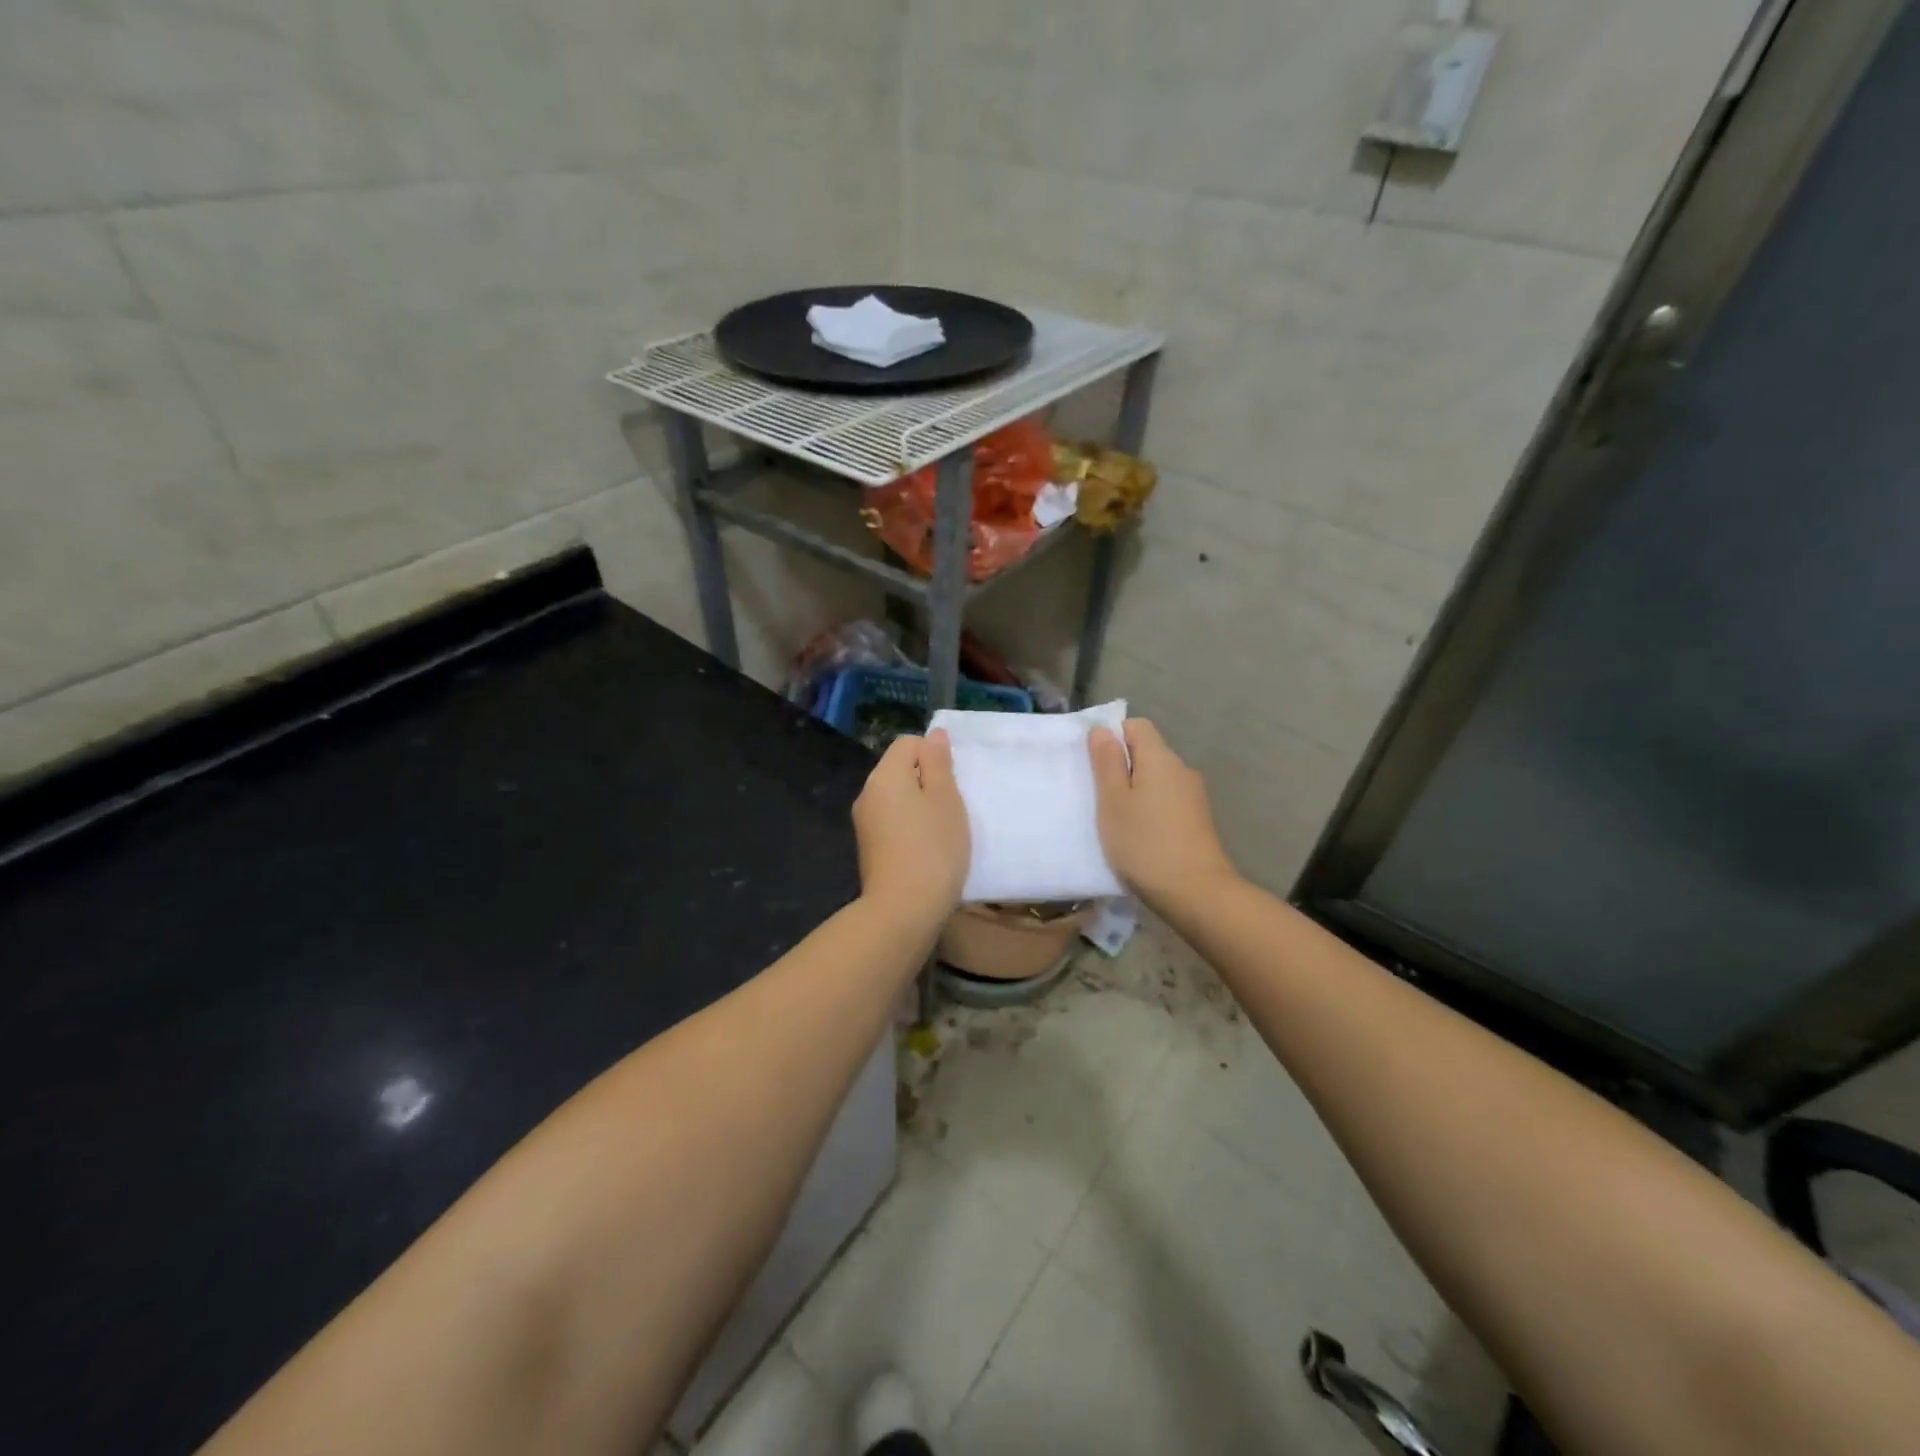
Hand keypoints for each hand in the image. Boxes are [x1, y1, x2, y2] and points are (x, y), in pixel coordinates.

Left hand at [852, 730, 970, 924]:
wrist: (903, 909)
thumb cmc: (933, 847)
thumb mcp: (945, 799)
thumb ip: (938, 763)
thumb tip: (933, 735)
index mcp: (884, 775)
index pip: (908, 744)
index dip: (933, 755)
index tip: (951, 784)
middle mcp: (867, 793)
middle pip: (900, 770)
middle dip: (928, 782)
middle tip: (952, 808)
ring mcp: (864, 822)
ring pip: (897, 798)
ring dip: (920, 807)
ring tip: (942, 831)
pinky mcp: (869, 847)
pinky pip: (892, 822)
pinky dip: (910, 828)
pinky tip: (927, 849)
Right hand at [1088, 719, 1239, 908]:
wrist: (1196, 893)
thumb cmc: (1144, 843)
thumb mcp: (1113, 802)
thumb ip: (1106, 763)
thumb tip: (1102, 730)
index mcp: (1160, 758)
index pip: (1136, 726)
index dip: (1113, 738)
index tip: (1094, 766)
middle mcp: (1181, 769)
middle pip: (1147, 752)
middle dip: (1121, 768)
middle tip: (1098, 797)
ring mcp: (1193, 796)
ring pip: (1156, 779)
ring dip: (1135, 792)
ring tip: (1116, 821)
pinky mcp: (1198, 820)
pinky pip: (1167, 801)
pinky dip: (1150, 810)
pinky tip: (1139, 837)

...

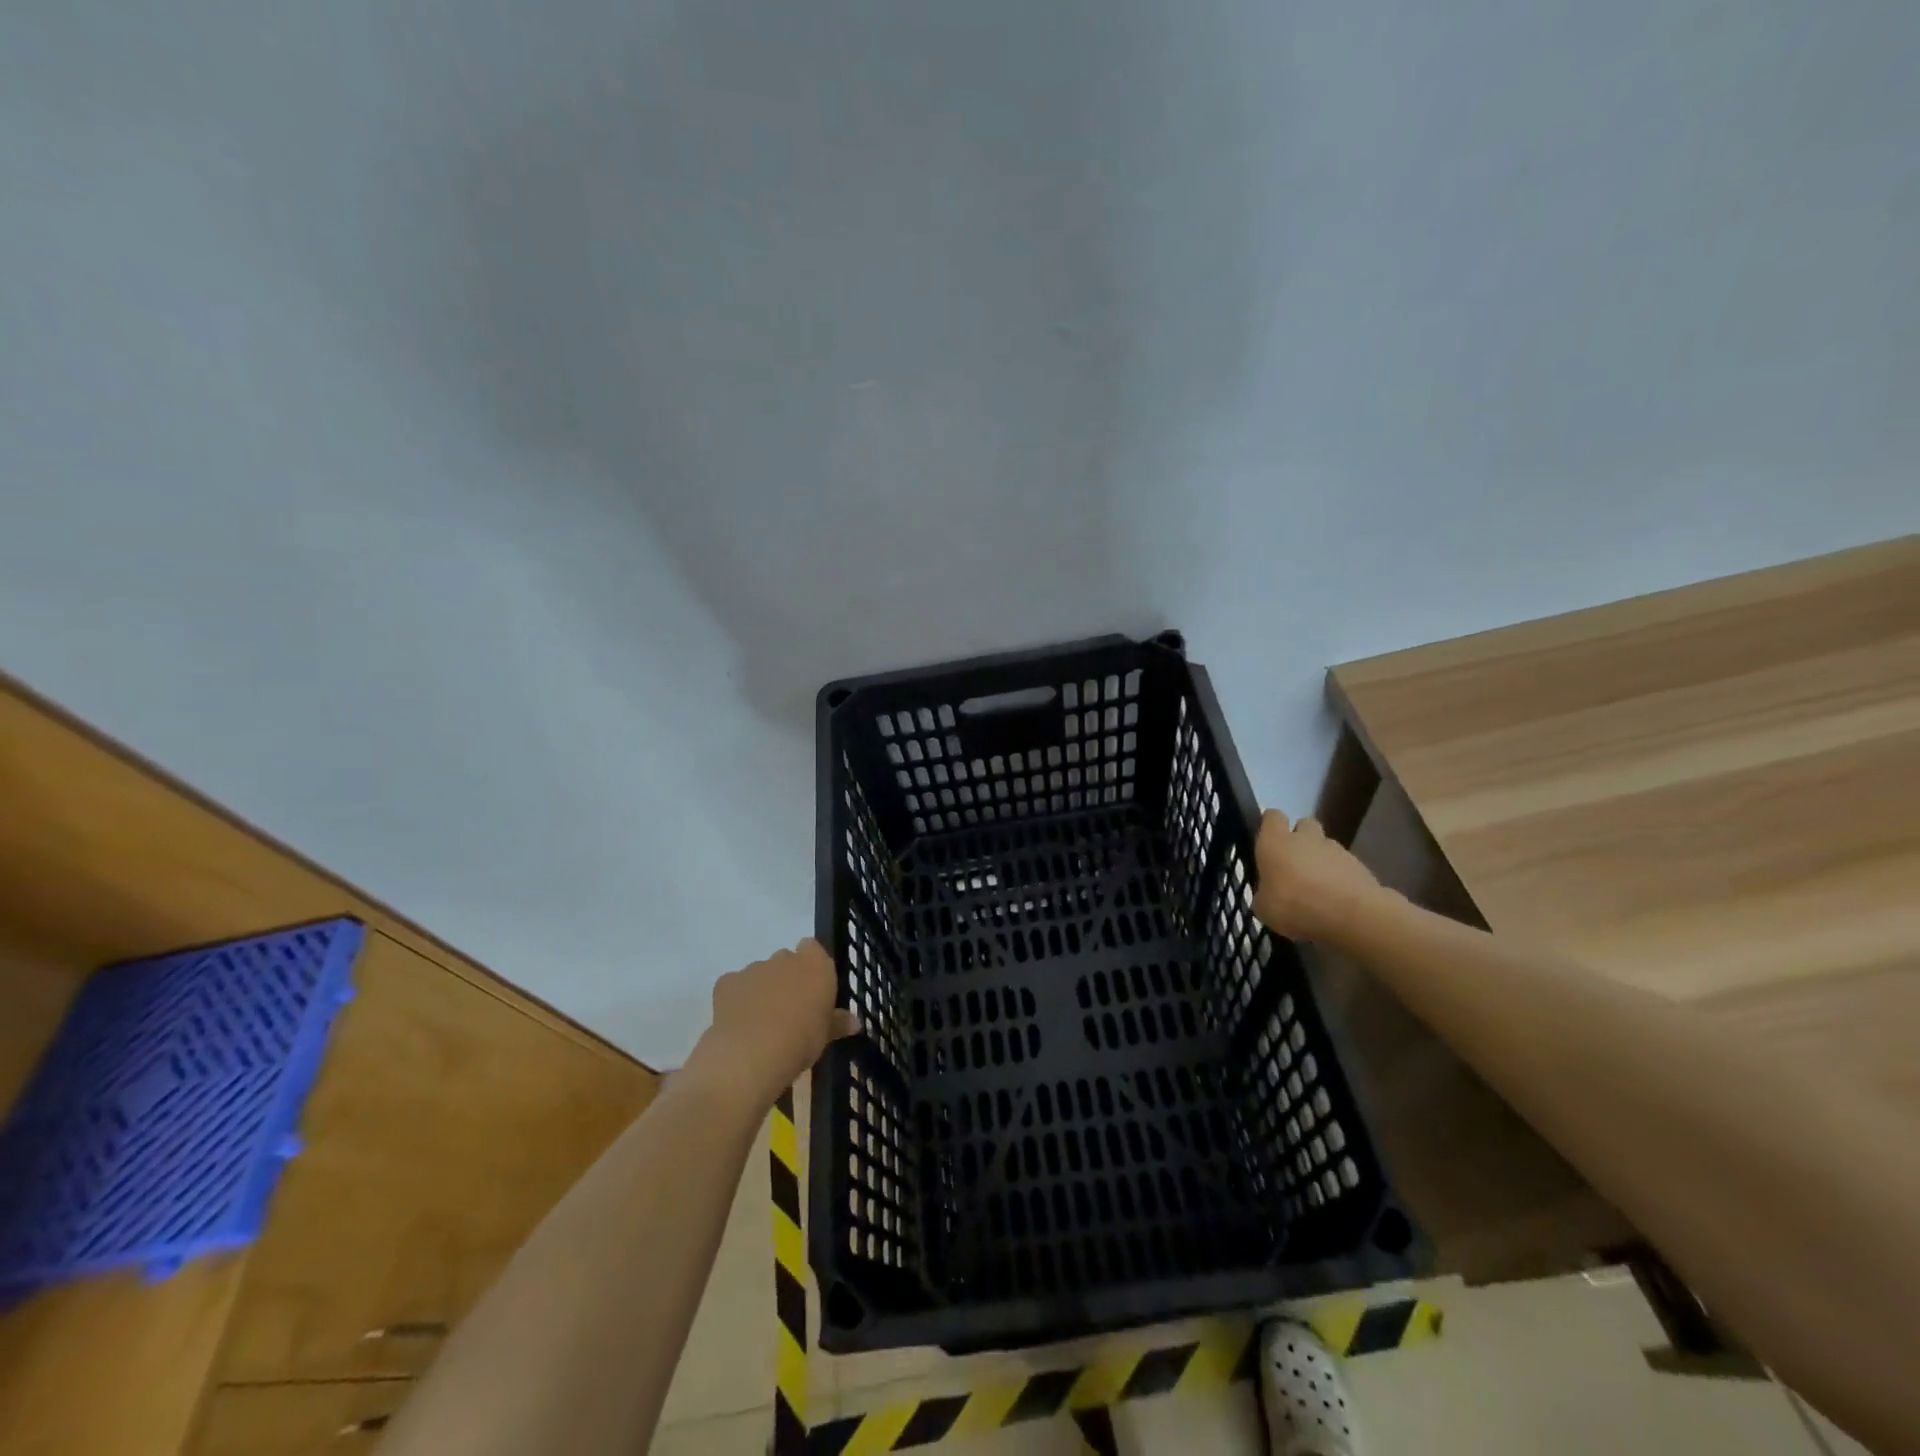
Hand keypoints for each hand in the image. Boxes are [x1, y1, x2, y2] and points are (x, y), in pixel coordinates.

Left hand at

**Required work**
From the records above, quote only the lines running from the line with "wrist: (1196, 893)" to the line with "middle tip: (1098, 797)", both lines included.

**Your solution**
wrist: (1196, 893)
thumb cmc: (1144, 843)
thumb mcp: (1113, 802)
thumb ip: (1106, 763)
thumb tip: (1102, 730)
index mcp: (1160, 758)
index pip: (1136, 726)
index dip: (1113, 738)
index tip: (1094, 766)
middle mcp: (1181, 769)
middle pip: (1147, 752)
middle dip: (1121, 768)
middle tip: (1098, 797)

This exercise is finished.